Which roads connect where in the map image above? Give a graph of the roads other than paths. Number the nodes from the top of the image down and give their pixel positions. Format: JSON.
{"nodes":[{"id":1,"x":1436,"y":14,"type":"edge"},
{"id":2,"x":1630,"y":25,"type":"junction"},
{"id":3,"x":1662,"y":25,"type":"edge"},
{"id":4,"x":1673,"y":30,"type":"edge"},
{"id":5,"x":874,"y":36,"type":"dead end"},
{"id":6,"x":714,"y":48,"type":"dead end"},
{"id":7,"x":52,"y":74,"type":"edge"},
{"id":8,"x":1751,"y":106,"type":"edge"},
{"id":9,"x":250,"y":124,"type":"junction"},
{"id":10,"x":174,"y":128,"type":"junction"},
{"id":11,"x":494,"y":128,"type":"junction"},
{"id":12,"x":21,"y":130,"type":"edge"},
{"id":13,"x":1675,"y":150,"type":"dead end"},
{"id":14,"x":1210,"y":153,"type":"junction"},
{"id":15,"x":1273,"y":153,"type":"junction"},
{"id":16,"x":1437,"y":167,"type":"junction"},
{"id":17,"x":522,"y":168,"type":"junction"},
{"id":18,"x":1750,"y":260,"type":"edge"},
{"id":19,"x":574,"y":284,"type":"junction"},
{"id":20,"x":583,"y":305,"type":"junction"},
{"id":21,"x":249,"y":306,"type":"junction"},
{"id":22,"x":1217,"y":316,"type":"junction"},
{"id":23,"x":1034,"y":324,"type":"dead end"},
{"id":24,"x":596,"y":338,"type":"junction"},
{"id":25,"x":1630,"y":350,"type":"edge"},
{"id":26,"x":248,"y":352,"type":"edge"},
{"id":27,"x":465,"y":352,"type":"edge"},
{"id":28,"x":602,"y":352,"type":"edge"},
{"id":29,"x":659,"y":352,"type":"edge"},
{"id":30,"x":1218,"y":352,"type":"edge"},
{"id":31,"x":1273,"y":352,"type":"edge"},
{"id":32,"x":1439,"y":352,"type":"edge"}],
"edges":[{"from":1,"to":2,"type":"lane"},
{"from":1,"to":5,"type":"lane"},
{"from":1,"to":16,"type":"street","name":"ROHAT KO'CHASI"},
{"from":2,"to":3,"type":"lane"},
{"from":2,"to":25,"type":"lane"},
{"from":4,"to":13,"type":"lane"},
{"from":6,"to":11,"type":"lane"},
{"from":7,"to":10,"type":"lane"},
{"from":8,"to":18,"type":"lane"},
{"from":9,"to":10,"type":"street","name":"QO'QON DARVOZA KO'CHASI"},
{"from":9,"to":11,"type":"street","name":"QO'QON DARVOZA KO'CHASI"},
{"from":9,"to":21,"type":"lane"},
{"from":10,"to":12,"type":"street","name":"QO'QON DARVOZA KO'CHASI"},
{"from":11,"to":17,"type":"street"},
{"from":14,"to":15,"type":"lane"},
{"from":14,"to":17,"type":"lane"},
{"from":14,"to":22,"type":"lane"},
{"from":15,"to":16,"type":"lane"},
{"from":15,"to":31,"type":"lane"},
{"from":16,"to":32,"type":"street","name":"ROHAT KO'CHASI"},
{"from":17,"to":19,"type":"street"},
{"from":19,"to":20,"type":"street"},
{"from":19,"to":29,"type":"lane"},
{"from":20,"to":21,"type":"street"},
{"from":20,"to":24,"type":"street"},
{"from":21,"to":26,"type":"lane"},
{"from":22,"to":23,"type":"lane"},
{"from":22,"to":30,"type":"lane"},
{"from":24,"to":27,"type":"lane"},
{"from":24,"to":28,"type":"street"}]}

+ + + + +

> DIRECTIONS FOR THIS TASK
From the records above, pull every line that carries the word "nodes".

> ANSWER SPACE
Which roads connect where in the map image above? Give a graph of the roads other than paths. Number the nodes from the top of the image down and give their pixel positions. Format: JSON.
{"nodes":[{"id":1,"x":1436,"y":14,"type":"edge"},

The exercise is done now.